Meta's Llama 3.2: A New Era in Multimodal AI
Today at Meta Connect, the company unveiled Llama 3.2, its first major vision model that integrates the understanding of both images and text.
Llama 3.2 features small and medium-sized models (11B and 90B parameters) and more lightweight text-only models (1B and 3B parameters) optimized for mobile and edge devices.
“This is our first open-source multimodal model,” proclaimed Meta CEO Mark Zuckerberg during his keynote. “It will enable a wide range of applications requiring visual comprehension.”
Similar to its predecessor, Llama 3.2 offers an extensive 128,000 token context length, allowing input of substantial text, equivalent to hundreds of textbook pages. Higher parameter counts typically enhance model accuracy and capability in handling complex tasks.
Meta also introduced official Llama stack distributions today, enabling developers to leverage these models in various environments, including on-premises, on-device, cloud, and single-node setups.
“Open source is — and will continue to be — the most cost-effective, customizable, and reliable option available,” stated Zuckerberg. “We’ve reached an inflection point in the industry; it's becoming the standard, akin to the Linux of AI.”
Competing with Claude and GPT-4o
Just over two months after launching Llama 3.1, Meta reports a tenfold growth in its capabilities.
“Llama continues to advance rapidly,” noted Zuckerberg. “It’s unlocking an increasing range of functionalities.”

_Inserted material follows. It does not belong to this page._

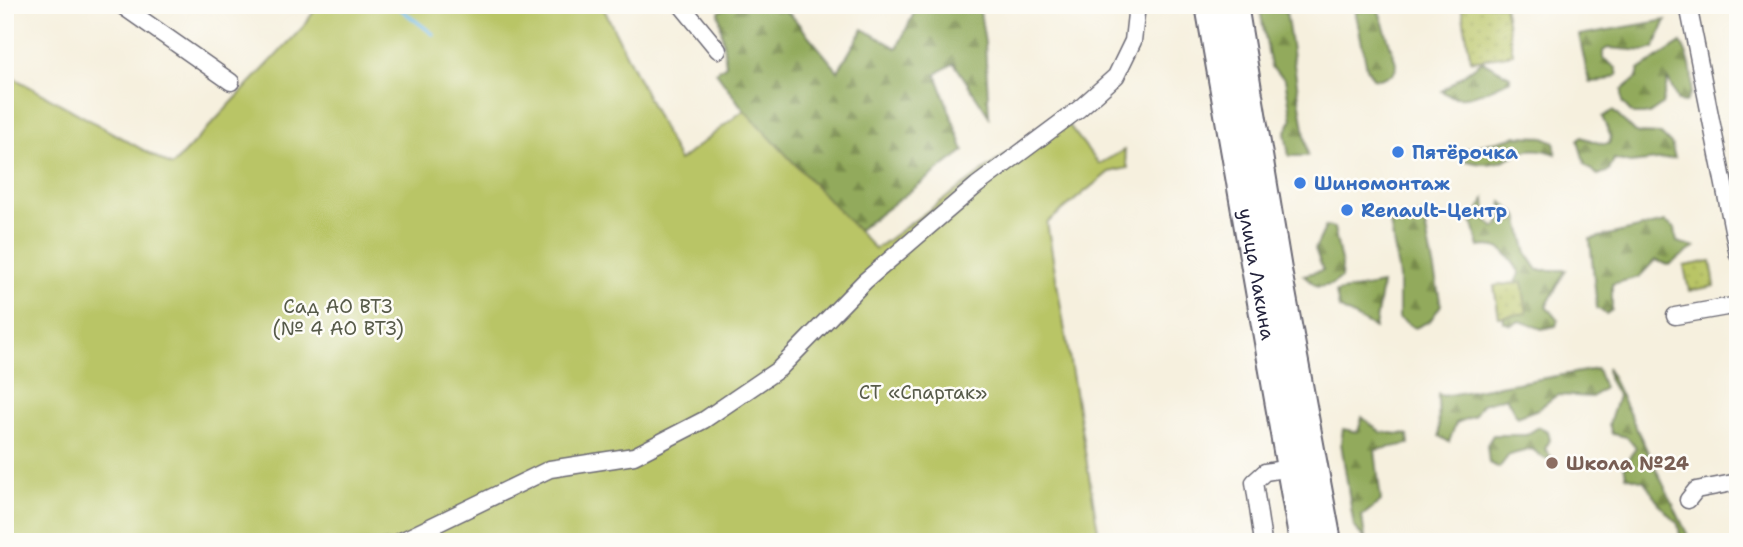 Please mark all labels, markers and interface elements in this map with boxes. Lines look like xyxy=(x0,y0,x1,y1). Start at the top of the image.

The two largest models in Llama 3.2 (11B and 90B) now support image usability, enabling them to interpret charts, generate image captions, and identify objects from natural language prompts. For example, users can inquire about their company’s peak sales month, and the model can deduce an answer using available graphs. The larger models can extract information from images to create detailed captions.
The lightweight models facilitate the development of personalized apps for private use, such as summarizing recent communications or managing calendar invites for follow-up meetings.
Meta asserts that Llama 3.2 is competitive with Anthropic’s Claude 3 Haiku and OpenAI’s GPT-4o-mini in image recognition and visual understanding tasks. Notably, it outperforms competitors like Gemma and Phi 3.5-mini in instruction following, summarization, tool utilization, and prompt rewriting.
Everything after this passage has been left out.